Anche i cavalli si stressano: nello studio anche l'Università di Pisa
Può essere un cavaliere particolarmente esigente o la separazione dal proprio gruppo sociale o ancora l’apparizione di qualcosa di nuovo nell’ambiente. Succede così che anche i cavalli (nel loro piccolo) si stressano e che per calmarsi (al pari di noi umani) mettono in atto particolari comportamenti.
Si potrebbe sintetizzare in questo modo quanto emerge da un recentissimo studio pubblicato sulla rivista “Scientific Reports” e realizzato da una equipe di veterinari ed etologi composto da Paolo Baragli, Claudio Sighieri (Dipartimento di Scienze Veterinarie) ed Elisabetta Palagi (Dipartimento di Biologia) dell’Università di Pisa e da Chiara Scopa del Centro di Referenza Nazionale per gli Interventi Assistiti con gli Animali (Direttore Dott. Luca Farina), Istituto Zooprofilattico Sperimentale delle Venezie, Legnaro, Padova.
“Per la prima volta abbiamo definito e standardizzato una condizione di stress nei cavalli secondo modalità e tempistiche precise, che ci ha permesso di individuare quei comportamenti che i cavalli usano per calmarsi”, sottolinea Paolo Baragli del dipartimento di Scienze Veterinarie dell’Ateneo pisano.
E’ emerso così che lo “snore”, cioè un suono legato alla respirazione simile ad una profonda inalazione, è un comportamento messo in atto per controbilanciare lo stress così come, ma con una tempistiche diverse, il “vacuum chewing”, cioè la masticazione a vuoto, senza nulla in bocca.
“I comportamenti calmanti messi in atto dai cavalli sono una forma di resilienza, cioè una strategia che consente di affrontare meglio certe situazioni caratterizzate da una importante risposta emotiva negativa – spiega Chiara Scopa dell’Istituto Zooprofilattico Sperimentale delle Venezie – sono azioni inconsapevoli che hanno un effetto sul sistema nervoso autonomo, che permette al soggetto di bilanciare lo stress e provare a ristabilire l’equilibrio interno del proprio organismo, lo facciamo anche noi umani in alcune situazioni, ad esempio dondolando le gambe, gesticolando, strusciando le mani o arricciandoci i capelli”.
I ricercatori hanno condotto la sperimentazione su 33 cavalli di razza, sesso ed età diversi in quattro differenti scuderie italiane. In pratica, lo stress test consisteva nel gonfiare con un meccanismo a distanza, improvvisamente e in pochi secondi, un palloncino all’interno dei box dei cavalli lasciandolo gonfio per 5 minuti.
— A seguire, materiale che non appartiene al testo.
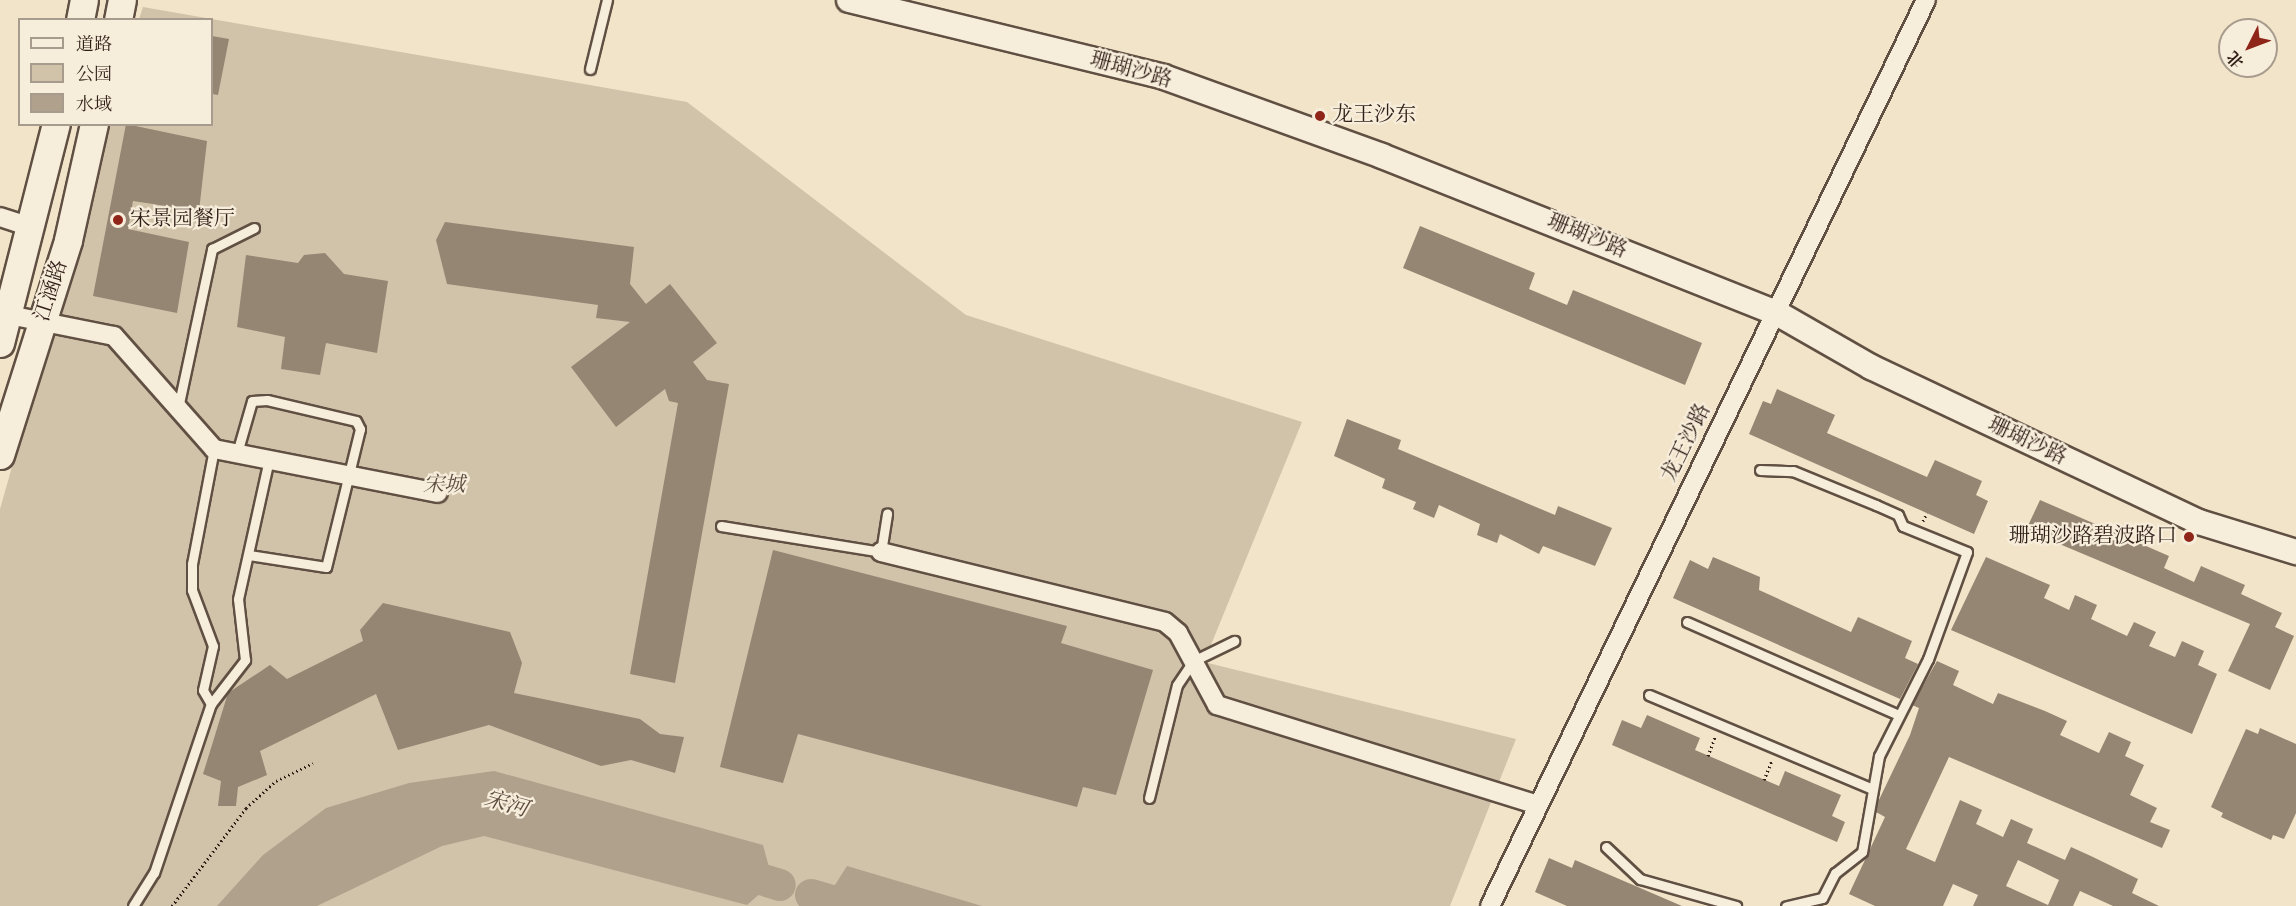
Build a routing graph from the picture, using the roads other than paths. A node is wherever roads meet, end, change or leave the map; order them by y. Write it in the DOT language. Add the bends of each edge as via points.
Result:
graph roads {
  1 [pos="84,0"];
  2 [pos="122,0"];
  3 [pos="606,0"];
  4 [pos="849,0"];
  5 [pos="1926,0"];
  6 [pos="80,18"];
  7 [pos="118,18"];
  8 [pos="590,69"];
  9 [pos="56,126"];
  10 [pos="93,126"];
  11 [pos="0,217"];
  12 [pos="33,228"];
  13 [pos="254,228"];
  14 [pos="1774,312"];
  15 [pos="9,315"];
  16 [pos="43,318"];
  17 [pos="0,343"];
  18 [pos="178,411"];
  19 [pos="214,449"];
  20 [pos="237,453"];
  21 [pos="0,454"];
  22 [pos="268,459"];
  23 [pos="1760,470"];
  24 [pos="347,475"];
  25 [pos="438,492"];
  26 [pos="887,513"];
  27 [pos="721,526"];
  28 [pos="881,552"];
  29 [pos="2296,552"];
  30 [pos="249,555"];
  31 [pos="1687,622"];
  32 [pos="1234,641"];
  33 [pos="1193,661"];
  34 [pos="1649,695"];
  35 [pos="211,704"];
  36 [pos="1896,714"];
  37 [pos="1870,788"];
  38 [pos="1149,798"];
  39 [pos="1538,805"];
  40 [pos="1606,847"];
  41 [pos="1824,902"];
  42 [pos="132,906"];
  43 [pos="1490,906"];
  44 [pos="1736,906"];
  45 [pos="1786,906"];
  1 -- 6 [label="main road"];
  2 -- 7 [label="main road"];
  3 -- 8 [label="lane"];
  4 -- 14 [label="street, 珊瑚沙路" via="1164,78 1382,156"];
  5 -- 14 [label="street, 龙王沙路"];
  9 -- 12 [label="main road, 江涵路"];
  10 -- 16 [label="main road, 江涵路"];
  11 -- 12 [label="street"];
  12 -- 15 [label="main road, 江涵路"];
  13 -- 18 [label="lane" via="212,249"];
  14 -- 29 [label="street, 珊瑚沙路" via="1871,367 2189,517"];
  14 -- 39 [label="street, 龙王沙路"];
  15 -- 16 [label="street"];
  15 -- 17 [label="main road, 江涵路"];
  16 -- 18 [label="street" via="114,336"];
  16 -- 21 [label="main road, 江涵路"];
  18 -- 19 [label="street"];
  19 -- 20 [label="street"];
  19 -- 35 [label="lane" via="192,564 192,590 213,646 203,690"];
  20 -- 22 [label="street"];
  20 -- 24 [label="lane" via="252,401 267,400 356,421 360,429"];
  22 -- 24 [label="street"];
  22 -- 30 [label="lane"];
  23 -- 36 [label="lane" via="1793,471 1898,515 1903,526 1966,552 1928,659"];
  24 -- 25 [label="street"];
  24 -- 30 [label="lane" via="326,567"];
  26 -- 28 [label="lane"];
  27 -- 28 [label="lane"];
  28 -- 33 [label="street" via="1165,622 1178,633"];
  30 -- 35 [label="lane" via="237,620 245,660"];
  31 -- 36 [label="lane"];
  32 -- 33 [label="lane"];
  33 -- 38 [label="lane" via="1177,685"];
  33 -- 39 [label="street" via="1217,705"];
  34 -- 37 [label="lane"];
  35 -- 42 [label="lane" via="154,873"];
  36 -- 37 [label="lane"];
  37 -- 41 [label="lane" via="1862,852 1835,873"];
  39 -- 43 [label="street, 龙王沙路"];
  40 -- 44 [label="lane" via="1640,879"];
  41 -- 45 [label="lane"];
}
Il comportamento degli animali è stato quindi video-registrato e i dati fisiologici (frequenza e variabilità cardiaca) sono stati raccolti da un monitor cardiaco fissato su una cintura elastica applicata al torace. Per validare i risultati le stesse rilevazioni sono state eseguite anche su un gruppo controllo e in questo caso i cavalli venivano lasciati soli nei box senza che ci fosse alcun palloncino. I ricercatori hanno quindi rilevato che lo snore e il vacuum chewing erano molto più frequenti come reazione al palloncino, infatti le variabili fisiologiche indicavano una maggiore attività del sistema “calmante” dell’organismo (componente vagale del sistema nervoso autonomo). La differenza riscontrata stava nella tempistica di comparsa, lo “snore” era prevalente nel primo minuto, mentre il vacuum chewing era distribuito in tutti i 5 minuti del test. Ciò indicherebbe che lo “snore” serve a contrastare il primo impatto dell’evento stressante, mentre il vacuum chewing interviene con un’azione più lenta e prolungata.
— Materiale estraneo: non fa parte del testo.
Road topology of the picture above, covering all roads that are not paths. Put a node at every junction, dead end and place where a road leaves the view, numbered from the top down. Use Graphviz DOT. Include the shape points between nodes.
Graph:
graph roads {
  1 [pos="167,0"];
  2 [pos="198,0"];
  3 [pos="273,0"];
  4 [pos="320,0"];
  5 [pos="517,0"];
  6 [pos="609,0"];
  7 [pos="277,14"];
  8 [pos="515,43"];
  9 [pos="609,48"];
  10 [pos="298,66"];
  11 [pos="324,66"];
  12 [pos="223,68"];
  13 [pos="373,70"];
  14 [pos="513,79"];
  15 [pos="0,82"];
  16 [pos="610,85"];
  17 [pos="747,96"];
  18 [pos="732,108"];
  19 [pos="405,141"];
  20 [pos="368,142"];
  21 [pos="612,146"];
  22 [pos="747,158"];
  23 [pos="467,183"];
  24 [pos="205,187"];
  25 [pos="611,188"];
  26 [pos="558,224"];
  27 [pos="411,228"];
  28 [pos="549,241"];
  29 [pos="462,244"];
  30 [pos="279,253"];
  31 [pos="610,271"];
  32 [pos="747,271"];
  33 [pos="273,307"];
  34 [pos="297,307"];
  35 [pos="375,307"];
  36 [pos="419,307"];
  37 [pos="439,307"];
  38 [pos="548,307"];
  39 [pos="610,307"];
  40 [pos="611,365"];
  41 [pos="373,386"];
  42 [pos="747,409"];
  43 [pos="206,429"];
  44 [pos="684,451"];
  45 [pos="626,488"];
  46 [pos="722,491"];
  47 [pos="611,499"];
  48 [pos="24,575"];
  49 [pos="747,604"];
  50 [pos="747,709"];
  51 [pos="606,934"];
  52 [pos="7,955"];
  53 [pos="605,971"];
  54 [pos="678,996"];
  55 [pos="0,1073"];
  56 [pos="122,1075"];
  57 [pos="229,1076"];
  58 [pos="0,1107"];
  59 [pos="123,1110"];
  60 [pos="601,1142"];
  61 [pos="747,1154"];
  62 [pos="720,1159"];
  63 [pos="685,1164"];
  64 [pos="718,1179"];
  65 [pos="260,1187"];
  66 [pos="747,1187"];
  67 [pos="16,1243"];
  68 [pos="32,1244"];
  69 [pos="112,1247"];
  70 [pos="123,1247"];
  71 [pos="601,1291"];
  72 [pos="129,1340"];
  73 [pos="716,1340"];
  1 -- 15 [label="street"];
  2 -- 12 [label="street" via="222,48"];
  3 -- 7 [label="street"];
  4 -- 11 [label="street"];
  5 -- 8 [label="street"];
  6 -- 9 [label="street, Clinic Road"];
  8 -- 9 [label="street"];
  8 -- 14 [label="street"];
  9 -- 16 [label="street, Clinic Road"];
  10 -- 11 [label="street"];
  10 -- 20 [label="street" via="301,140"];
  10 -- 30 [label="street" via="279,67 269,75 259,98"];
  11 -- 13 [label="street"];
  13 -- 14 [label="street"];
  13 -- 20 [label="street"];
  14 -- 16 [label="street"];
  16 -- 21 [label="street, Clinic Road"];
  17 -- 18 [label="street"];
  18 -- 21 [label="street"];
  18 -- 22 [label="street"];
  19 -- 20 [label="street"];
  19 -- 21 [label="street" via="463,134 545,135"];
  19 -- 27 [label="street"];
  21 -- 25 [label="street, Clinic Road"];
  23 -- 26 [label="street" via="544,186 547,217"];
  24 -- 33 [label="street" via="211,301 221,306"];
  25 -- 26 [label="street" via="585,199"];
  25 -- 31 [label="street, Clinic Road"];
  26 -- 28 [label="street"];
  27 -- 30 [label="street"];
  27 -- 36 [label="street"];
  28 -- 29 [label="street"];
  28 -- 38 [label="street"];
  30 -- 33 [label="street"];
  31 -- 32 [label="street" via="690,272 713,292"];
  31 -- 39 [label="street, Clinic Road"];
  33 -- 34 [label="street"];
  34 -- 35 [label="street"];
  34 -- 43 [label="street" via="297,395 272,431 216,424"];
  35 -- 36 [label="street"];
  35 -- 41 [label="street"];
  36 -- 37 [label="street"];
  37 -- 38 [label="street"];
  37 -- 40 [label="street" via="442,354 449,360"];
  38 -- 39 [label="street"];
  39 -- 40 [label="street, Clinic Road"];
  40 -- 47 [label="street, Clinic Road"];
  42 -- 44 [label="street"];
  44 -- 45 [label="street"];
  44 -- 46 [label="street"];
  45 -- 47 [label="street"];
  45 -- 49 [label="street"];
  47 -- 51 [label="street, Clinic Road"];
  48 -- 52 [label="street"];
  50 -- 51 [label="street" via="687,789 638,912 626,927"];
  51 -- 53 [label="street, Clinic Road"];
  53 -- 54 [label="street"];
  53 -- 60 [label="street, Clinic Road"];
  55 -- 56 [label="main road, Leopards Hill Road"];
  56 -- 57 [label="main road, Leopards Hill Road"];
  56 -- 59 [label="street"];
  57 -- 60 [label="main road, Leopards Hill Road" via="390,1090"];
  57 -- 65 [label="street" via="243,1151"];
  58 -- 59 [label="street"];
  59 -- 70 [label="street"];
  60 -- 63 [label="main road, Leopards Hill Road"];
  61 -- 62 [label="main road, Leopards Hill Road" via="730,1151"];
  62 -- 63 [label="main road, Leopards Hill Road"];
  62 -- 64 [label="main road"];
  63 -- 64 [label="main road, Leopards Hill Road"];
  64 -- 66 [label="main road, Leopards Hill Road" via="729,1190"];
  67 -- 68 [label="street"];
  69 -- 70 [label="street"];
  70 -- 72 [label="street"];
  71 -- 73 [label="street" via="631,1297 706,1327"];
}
“Il cavallo è tra i più diffusi animali domestici e da compagnia, oltre ad essere utilizzato in attività ludico-ricreative e nelle terapie assistite - conclude Paolo Baragli – e, nonostante l’attenzione sempre crescente, è ancora difficile definire e riconoscere quali siano i segnali che possono aiutarci a capire il loro reale stato interiore. Il comportamento da solo può non essere sufficiente e questo studio potrebbe quindi fare da apripista alla realizzazione di linee guida comportamentali, validate dalla reale attività del sistema nervoso autonomo, utili a tutti coloro che hanno a che fare con i cavalli e perciò anche a beneficio degli umani”.